Bis um 1960, in der Anfangszeit des Bretton Woods Systems, gab es also (relativ) feste Wechselkurse, gleichzeitig war die Geldpolitik in der Praxis ziemlich gleichgeschaltet und der internationale Kapitalverkehr de facto „frei“ (im Sinne der USA). Damit war in der Realität der rechte Schenkel des Triffin-Dreiecks erfüllt und die Entwicklung war relativ spannungsfrei.

Die Konzeption des Bretton Woods System ermöglichte eine autonome Geldpolitik, die die Ungleichmäßigkeit der wirtschaftlichen Entwicklung der beteiligten Länder begünstigte. Im Triffin-Dilemma gewann damit ab Ende der 1950er Jahre zunehmend der linke Schenkel an Relevanz, gleichzeitig blieb es aber beim sogenannten freien Kapitalverkehr in Form von US-Kapitalexporten. Das musste zu zunehmenden wirtschaftlichen Spannungen zwischen den Mitgliedsländern des Bretton Woods System führen. Als die USA einseitig eine übermäßig expansive Politik einleiteten, war das Ende des System besiegelt.

Nach Scheitern des Systems schwenkte im Rahmen des Triffin-Dilemmas die währungspolitische Zielstellung auf den unteren Schenkel – geldpolitische Autonomie und freier Kapialverkehr galten fortan offiziell als die beiden gemeinsam zu anzustrebenden Ziele. Das gilt mit Einschränkungen bis heute noch.
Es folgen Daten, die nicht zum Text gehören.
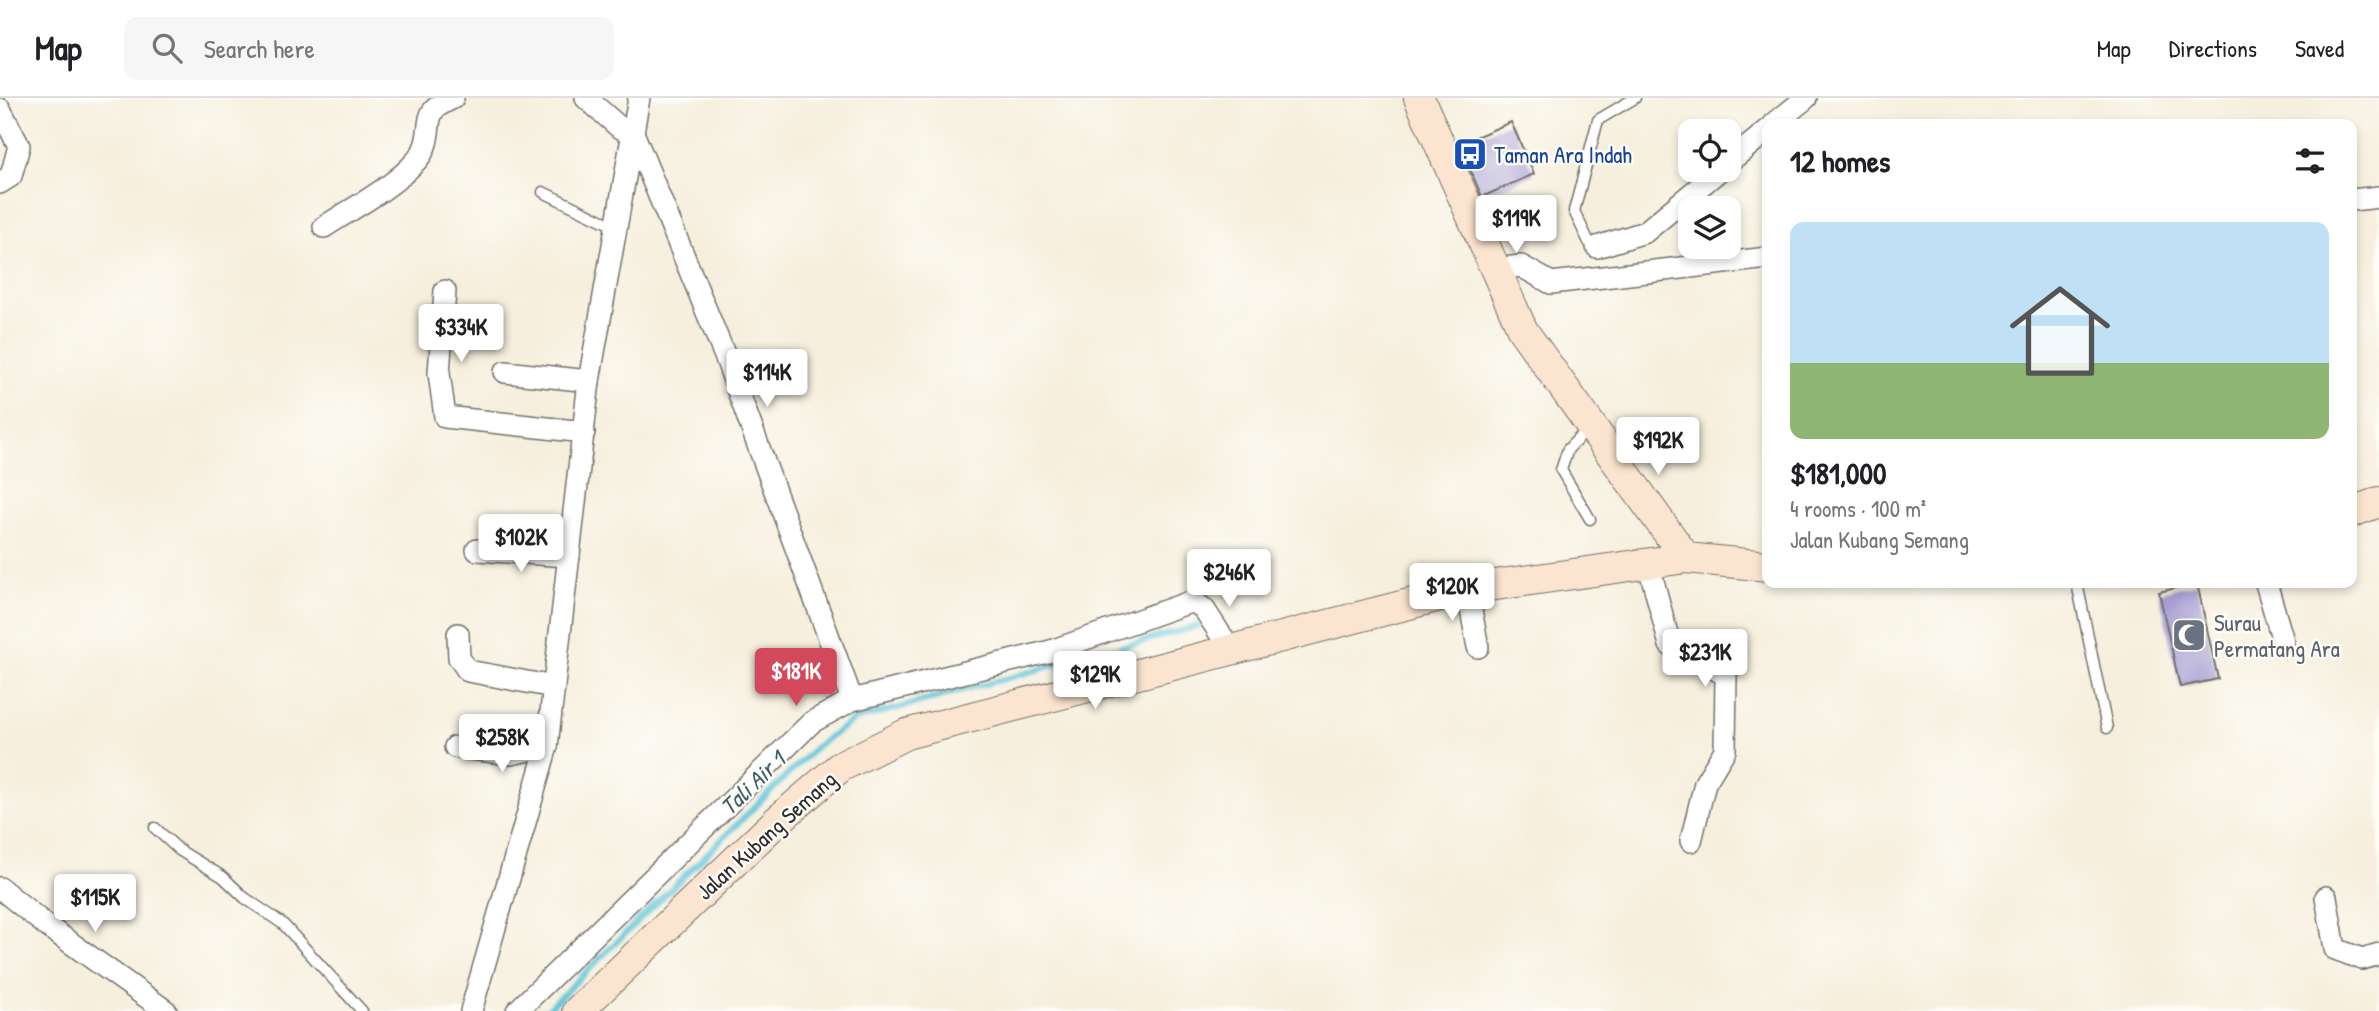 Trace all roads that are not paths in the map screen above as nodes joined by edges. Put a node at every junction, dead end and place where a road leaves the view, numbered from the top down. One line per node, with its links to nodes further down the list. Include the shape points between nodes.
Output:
1 (453, 98): 17 (street, via 434,110 430,138 419,159)
2 (586, 98): 9 (street)
3 (1419, 98): 21 (main road)
4 (1634, 98): 19 (lane, via 1598,120 1574,211 1589,242)
5 (1806, 98): 8 (street)
6 (636, 100): 9 (street)
7 (0, 109): 13 (street, via 19,146 11,176)
8 (1780, 119)
9 (634, 135): 18 (street); 43 (street, via 727,361)
10 (1762, 135): 11 (street)
11 (1741, 152)
12 (1705, 182): 19 (street, via 1645,232)
13 (0, 183)
14 (543, 192): 18 (lane)
15 (2379, 197): 16 (street)
16 (2357, 199)
17 (324, 227)
18 (618, 228): 24 (street)
19 (1597, 247)
20 (1762, 259): 21 (street, via 1550,283 1521,266)
21 (1494, 269): 25 (main road, via 1523,331)
22 (445, 291): 26 (street, via 439,373 445,417)
23 (505, 372): 24 (street)
24 (589, 381): 26 (street)
25 (1590, 427): 29 (lane, via 1568,449 1561,470); 32 (main road)
26 (584, 432): 31 (street)
27 (2379, 502): 28 (main road)
28 (2357, 510)
29 (1590, 519)
30 (477, 550): 31 (street)
31 (569, 556): 42 (street)
32 (1686, 558): 33 (main road, Jalan Kubang Semang); 34 (main road, Jalan Kubang Semang)
33 (1648, 562): 37 (main road, Jalan Kubang Semang); 48 (street, via 1670,645 1726,675 1725,750 1705,783)
34 (1762, 565)
35 (2078, 588): 44 (lane)
36 (2267, 588): 39 (street)
37 (1467, 589): 40 (street); 41 (main road, Jalan Kubang Semang)
38 (457, 634): 42 (street, via 459,658 468,671)
39 (2283, 641)
40 (1478, 648)
41 (1230, 649): 43 (street, via 1204,608 1193,601 1051,650); 56 (main road, Jalan Kubang Semang, via 906,734 840,767)
42 (554, 687): 45 (street)
43 (852, 700): 55 (street, via 812,722)
44 (2107, 728)
45 (547, 746): 46 (street, via 511,754); 54 (street)
46 (454, 747)
47 (155, 828): 53 (lane, via 283,924)
48 (1691, 841)
49 (0, 888): 52 (street)
50 (2326, 897): 51 (street, via 2335,949 2362,959)
51 (2379, 954)
52 (166, 1011)
53 (362, 1011)
54 (471, 1011)
55 (517, 1011)
56 (578, 1011)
Das Triffin-Dreieck zeigt sehr anschaulich, aber auch sehr abstrakt, welche Zielkonflikte in der währungspolitischen Ausrichtung bestehen. Man kann sich z.B. lange darüber streiten, inwieweit Freiheit des Kapitalverkehrs mit geldpolitischer Autonomie vereinbar ist. Entscheidend ist, dass hinter allem ein fester ordnungspolitischer Rahmen stehen müsste, der dafür sorgt, dass die Marktmechanismen flexibler Währungskurse tatsächlich funktionieren. Das setzt voraus, dass die Länder gemeinsame makroökonomische Probleme koordiniert angehen. Kein Wechselkurssystem funktioniert, wenn einzelne Länder im protektionistischen Alleingang handeln.